All that is currently before the court is a request for approval of assumption of these contracts at this stage of the bankruptcy. A refusal of that request at this time does not prevent the debtor from again seeking that approval later in the proceedings. Cf. In re Anglo Energy, Ltd., supra at 341. With this in mind, the court denies the debtor's request to approve assumption of the employment contracts at this time, without prejudice to the debtor's seeking such approval at a later date, including as part of the debtor's plan of reorganization.
So ORDERED.
NOTES
[1] After initially announcing its ruling from the bench, the court heard an oral motion for reconsideration by the debtor and took the matter under advisement. This decision reinstates that original ruling and denies the oral motion for reconsideration.
[2] No evidence was presented whether the interest is vested, but in view of the ESOP's balance sheet and illiquidity, the issue is largely irrelevant. Nonmanagement employees also hold interests in the ESOP.
[3] The board had consisted of four members, but two resigned in 1986 while a third died in November 1987. The company has not been able to replace these board members, largely because of its inability to obtain errors and omissions insurance coverage, without which it is difficult in today's litigious climate to convince persons to serve on the boards of companies experiencing financial difficulties.
[4] Some of the contracts specified an initial three months of salary, rather than six months. By the date of the hearing, four of the seven contracts were "filled out."
[5] Post-bankruptcy, the benefit would be paid if the case were converted to a chapter 7 proceeding or if a competing plan proposed acquisition by a third party not interested in retaining existing management.
[6] Only one employee left the company prior to the execution of these contracts.

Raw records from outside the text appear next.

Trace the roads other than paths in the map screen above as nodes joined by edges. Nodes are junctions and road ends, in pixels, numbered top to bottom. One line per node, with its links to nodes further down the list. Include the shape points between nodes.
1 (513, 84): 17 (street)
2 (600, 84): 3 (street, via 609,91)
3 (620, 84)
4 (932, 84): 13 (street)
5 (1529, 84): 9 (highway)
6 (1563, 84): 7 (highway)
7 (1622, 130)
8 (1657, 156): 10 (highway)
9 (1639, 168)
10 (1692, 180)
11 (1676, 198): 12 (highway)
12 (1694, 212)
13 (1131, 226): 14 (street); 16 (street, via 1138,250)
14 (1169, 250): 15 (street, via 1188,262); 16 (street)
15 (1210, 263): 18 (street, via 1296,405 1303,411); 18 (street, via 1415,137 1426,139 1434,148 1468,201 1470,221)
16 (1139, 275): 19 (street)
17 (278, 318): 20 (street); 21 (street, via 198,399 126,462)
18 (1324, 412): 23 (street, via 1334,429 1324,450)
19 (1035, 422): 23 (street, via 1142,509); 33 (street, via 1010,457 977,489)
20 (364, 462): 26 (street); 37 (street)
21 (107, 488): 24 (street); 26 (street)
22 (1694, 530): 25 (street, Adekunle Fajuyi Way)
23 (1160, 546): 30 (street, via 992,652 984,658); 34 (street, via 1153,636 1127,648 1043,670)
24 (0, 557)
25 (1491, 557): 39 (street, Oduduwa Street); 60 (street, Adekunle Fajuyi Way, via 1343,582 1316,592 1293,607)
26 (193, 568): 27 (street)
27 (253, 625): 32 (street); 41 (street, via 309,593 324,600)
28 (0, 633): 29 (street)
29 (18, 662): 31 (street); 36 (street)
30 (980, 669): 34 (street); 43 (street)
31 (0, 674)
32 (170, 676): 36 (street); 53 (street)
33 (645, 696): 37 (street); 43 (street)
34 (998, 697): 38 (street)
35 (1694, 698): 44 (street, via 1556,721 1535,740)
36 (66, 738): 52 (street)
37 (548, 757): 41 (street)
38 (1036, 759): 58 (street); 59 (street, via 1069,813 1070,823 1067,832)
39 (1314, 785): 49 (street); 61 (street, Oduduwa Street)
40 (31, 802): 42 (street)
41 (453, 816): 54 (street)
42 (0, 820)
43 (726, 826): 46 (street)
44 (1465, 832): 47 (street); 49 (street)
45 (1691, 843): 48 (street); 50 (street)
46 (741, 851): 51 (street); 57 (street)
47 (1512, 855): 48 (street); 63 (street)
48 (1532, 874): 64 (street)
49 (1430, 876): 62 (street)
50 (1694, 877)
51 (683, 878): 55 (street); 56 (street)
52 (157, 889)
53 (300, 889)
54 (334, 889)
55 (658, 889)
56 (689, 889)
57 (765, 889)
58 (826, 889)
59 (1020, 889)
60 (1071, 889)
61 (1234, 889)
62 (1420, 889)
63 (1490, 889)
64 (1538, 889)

One employee has indicated an intention to leave since the contracts were signed. Only the debtor's president, Curtis Scheh, testified at the hearing. He himself is under one of the contracts, but admitted that he would stay with or without the contract. He could not say with a certainty what others would do, though he knew that it would be "a tremendous blow to morale" if he had to go back to them with the news that the contracts had not been assumed.
[7] The ESOP will only have value to its current interest holders if they can inject even more risk capital into the company. Even then, they may not be able to retain their interests in the face of opposition. The continuing vitality of the Case v. Los Angeles Lumber exception to the absolute priority rule has recently been questioned by the U.S. Supreme Court. Norwest Bank Worthington v. Ahlers, ___ U.S. ___, 108 S. Ct. 963, 99 L. Ed. 2d 169 (1988).
[8] The court observed from the bench and here reiterates that it finds no bad faith here. To the contrary, this particular sort of pre-bankruptcy planning in many cases makes good sense.
[9] Both the Committee and NCNB have indicated a serious intention to file competing plans if given the opportunity.
[10] In Institutional Investors, Justice Douglas, in discussing the assumption or rejection of a lease in a railroad reorganization, commented that "[t]hus, the question whether a lease should be rejected and if not on what terms it should be assumed is one of business judgment." Id. Under the Bankruptcy Code, the estate no longer has the option to decide under what terms it will assume an executory contract, but must instead either assume it as written or reject it completely. Richmond Leasing Co. v. Capital Bank, N.A., 762 F.2d 1303, 1311 (5th Cir.1985). The business judgment test of Justice Douglas' day may no longer be as vital, given the hard choice the Bankruptcy Code forces on the estate.